Wednesday, August 20, 2008

Looking at pretty pictures!

It's rainy in town and coffee is now €2.70. (The rule is: you're only allowed to complain about price rises once; after that, it makes sense to fork out cheerily.) So go to a gallery. The great (dry, relatively inexpensive) joy of Dublin in the past few months has been the three top-class exhibitions in the National Gallery, the Hugh Lane and the Chester Beatty Library.
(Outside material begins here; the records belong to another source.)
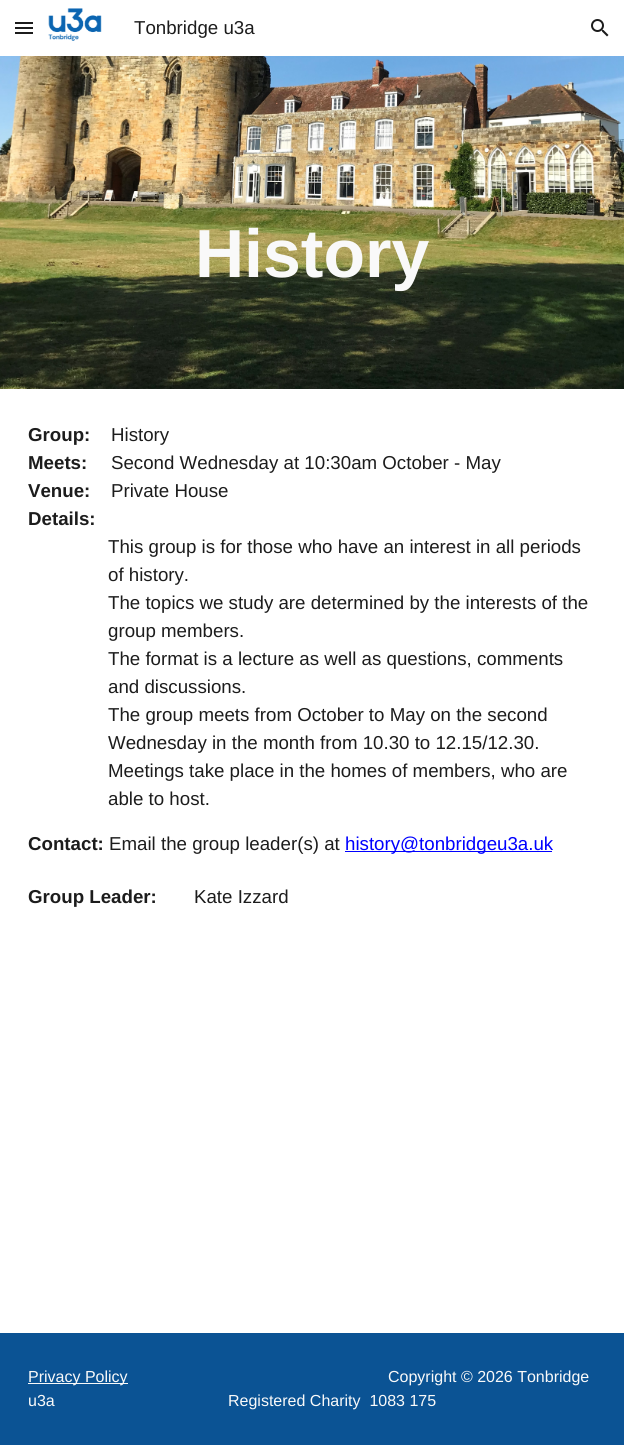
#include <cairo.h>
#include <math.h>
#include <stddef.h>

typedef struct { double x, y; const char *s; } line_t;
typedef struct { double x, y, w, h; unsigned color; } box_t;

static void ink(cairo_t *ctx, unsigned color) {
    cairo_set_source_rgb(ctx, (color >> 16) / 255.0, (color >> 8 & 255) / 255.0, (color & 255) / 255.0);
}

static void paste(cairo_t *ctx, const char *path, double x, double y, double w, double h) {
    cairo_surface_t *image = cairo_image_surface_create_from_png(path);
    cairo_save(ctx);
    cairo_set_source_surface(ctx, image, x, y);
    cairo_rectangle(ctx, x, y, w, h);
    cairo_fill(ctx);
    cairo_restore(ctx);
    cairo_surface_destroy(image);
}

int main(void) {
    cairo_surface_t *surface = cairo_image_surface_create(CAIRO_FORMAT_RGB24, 624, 1445);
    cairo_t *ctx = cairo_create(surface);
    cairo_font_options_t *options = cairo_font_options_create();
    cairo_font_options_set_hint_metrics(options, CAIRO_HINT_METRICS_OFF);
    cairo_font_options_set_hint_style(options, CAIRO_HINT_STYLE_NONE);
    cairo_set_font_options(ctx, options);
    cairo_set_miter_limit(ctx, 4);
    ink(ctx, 0xFFFFFF);
    cairo_paint(ctx);
    {
        static const box_t items[] = {
            {15, 22, 18, 2, 0x1C1C1C},
            {15, 27, 18, 2, 0x1C1C1C},
            {15, 32, 18, 2, 0x1C1C1C},
        };
        for (size_t i = 0; i < sizeof items / sizeof *items; i++) {
            ink(ctx, items[i].color);
            cairo_rectangle(ctx, items[i].x, items[i].y, items[i].w, items[i].h);
            cairo_fill(ctx);
        }
    }
    paste(ctx, "media/1.png", 48, 8, 54, 33);
    cairo_select_font_face(ctx, "Liberation Sans", CAIRO_FONT_SLANT_NORMAL, CAIRO_FONT_WEIGHT_NORMAL);
    cairo_set_font_size(ctx, 18.7);
    cairo_move_to(ctx, 134, 34);
    cairo_show_text(ctx, "Tonbridge u3a");
    paste(ctx, "media/2.png", 591, 19, 18, 18);
    paste(ctx, "media/3.png", 0, 56, 624, 333);
    cairo_select_font_face(ctx, "Liberation Sans", CAIRO_FONT_SLANT_NORMAL, CAIRO_FONT_WEIGHT_BOLD);
    cairo_set_font_size(ctx, 68);
    ink(ctx, 0xF9F9F9);
    cairo_move_to(ctx, 195, 277);
    cairo_show_text(ctx, "History");
    cairo_set_font_size(ctx, 18.7);
    ink(ctx, 0x1C1C1C);
    cairo_move_to(ctx, 28, 441);
    cairo_show_text(ctx, "Group:");
    cairo_select_font_face(ctx, "Liberation Sans", CAIRO_FONT_SLANT_NORMAL, CAIRO_FONT_WEIGHT_NORMAL);
    cairo_move_to(ctx, 111, 441);
    cairo_show_text(ctx, "History");
    cairo_select_font_face(ctx, "Liberation Sans", CAIRO_FONT_SLANT_NORMAL, CAIRO_FONT_WEIGHT_BOLD);
    cairo_move_to(ctx, 28, 469);
    cairo_show_text(ctx, "Meets:");
    cairo_select_font_face(ctx, "Liberation Sans", CAIRO_FONT_SLANT_NORMAL, CAIRO_FONT_WEIGHT_NORMAL);
    cairo_move_to(ctx, 111, 469);
    cairo_show_text(ctx, "Second Wednesday at 10:30am October - May");
    cairo_select_font_face(ctx, "Liberation Sans", CAIRO_FONT_SLANT_NORMAL, CAIRO_FONT_WEIGHT_BOLD);
    cairo_move_to(ctx, 28, 497);
    cairo_show_text(ctx, "Venue:");
    cairo_select_font_face(ctx, "Liberation Sans", CAIRO_FONT_SLANT_NORMAL, CAIRO_FONT_WEIGHT_NORMAL);
    cairo_move_to(ctx, 111, 497);
    cairo_show_text(ctx, "Private House");
    cairo_select_font_face(ctx, "Liberation Sans", CAIRO_FONT_SLANT_NORMAL, CAIRO_FONT_WEIGHT_BOLD);
    cairo_move_to(ctx, 28, 525);
    cairo_show_text(ctx, "Details:");
    cairo_select_font_face(ctx, "Liberation Sans", CAIRO_FONT_SLANT_NORMAL, CAIRO_FONT_WEIGHT_NORMAL);
    {
        static const line_t items[] = {
            {108, 553, "This group is for those who have an interest in all periods"},
            {108, 581, "of history."},
            {108, 609, "The topics we study are determined by the interests of the"},
            {108, 637, "group members."},
            {108, 665, "The format is a lecture as well as questions, comments"},
            {108, 693, "and discussions."},
            {108, 721, "The group meets from October to May on the second"},
            {108, 749, "Wednesday in the month from 10.30 to 12.15/12.30."},
            {108, 777, "Meetings take place in the homes of members, who are"},
            {108, 805, "able to host."},
        };
        for (size_t i = 0; i < sizeof items / sizeof *items; i++) {
            cairo_move_to(ctx, items[i].x, items[i].y);
            cairo_show_text(ctx, items[i].s);
        }
    }
    cairo_select_font_face(ctx, "Liberation Sans", CAIRO_FONT_SLANT_NORMAL, CAIRO_FONT_WEIGHT_BOLD);
    cairo_move_to(ctx, 28, 850);
    cairo_show_text(ctx, "Contact:");
    cairo_select_font_face(ctx, "Liberation Sans", CAIRO_FONT_SLANT_NORMAL, CAIRO_FONT_WEIGHT_NORMAL);
    cairo_move_to(ctx, 109, 850);
    cairo_show_text(ctx, "Email the group leader(s) at");
    ink(ctx, 0x0000FF);
    cairo_rectangle(ctx, 345, 851, 207, 1);
    cairo_fill(ctx);
    cairo_move_to(ctx, 345, 850);
    cairo_show_text(ctx, "history@tonbridgeu3a.uk");
    cairo_select_font_face(ctx, "Liberation Sans", CAIRO_FONT_SLANT_NORMAL, CAIRO_FONT_WEIGHT_BOLD);
    ink(ctx, 0x1C1C1C);
    cairo_move_to(ctx, 28, 903);
    cairo_show_text(ctx, "Group Leader:");
    cairo_select_font_face(ctx, "Liberation Sans", CAIRO_FONT_SLANT_NORMAL, CAIRO_FONT_WEIGHT_NORMAL);
    cairo_move_to(ctx, 194, 903);
    cairo_show_text(ctx, "Kate Izzard");
    ink(ctx, 0x0B5394);
    cairo_rectangle(ctx, 0, 1333, 624, 112);
    cairo_fill(ctx);
    ink(ctx, 0xF9F9F9);
    cairo_rectangle(ctx, 28, 1383, 100, 1);
    cairo_fill(ctx);
    cairo_set_font_size(ctx, 16);
    {
        static const line_t items[] = {
            {28, 1382, "Privacy Policy"},
            {388, 1382, "Copyright © 2026 Tonbridge"},
            {28, 1406, "u3a"},
            {228, 1406, "Registered Charity  1083 175"},
        };
        for (size_t i = 0; i < sizeof items / sizeof *items; i++) {
            cairo_move_to(ctx, items[i].x, items[i].y);
            cairo_show_text(ctx, items[i].s);
        }
    }
    cairo_surface_write_to_png(surface, "image.png");
    cairo_font_options_destroy(options);
    cairo_destroy(ctx);
    cairo_surface_destroy(surface);
    return 0;
}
The National Gallery exhibition, now over, was Impressionist Interiors, thereby smoothly catering to the main cultural interests of the middle classes who go to this kind of thing: Impressionism and Interiors. Some of the paintings that were supposed to be there never made it (lost in the post). And it could just as easily been called Degas and Friends. But that is no complaint. My angle here is just to reproduce the experience of dawdling through the rooms and stopping and staring, and thinking, idly. I also want to help the middle classes who go to this kind of thing. Many of them look at the gobbets of prose to the right of the picture and move on as though it was a treasure hunt. Relieved to be in the world of moveable type (such as you might find in a newspaper), they don't know that the thing to do is have a look.


Right, this, by Degas, did not appear at the exhibition, but it's very similar to one that did. Same pose, same light. As my art history teacher said: "It's alright to enjoy this, she's there for the scopic... taking!" What's great about Degas' nudes is that he gets the essentials: bums and breasts. As the middle classes say in galleries: "Very modern, in that sense."

This is Marxism! The maid carrying the basket and the well-off man are caught in the economic Real, therefore, they are painted in hard classicist colours. The well-dressed woman and her child can afford to be sentimenalised, therefore, they are painted in pleasure-giving Impressionist light. Don't be afraid, though, it is a beautiful picture.

Well, that's enough looking at pictures for today! Do go to the Hugh Lane show and the Chester Beatty show of Rembrandt prints. They're great.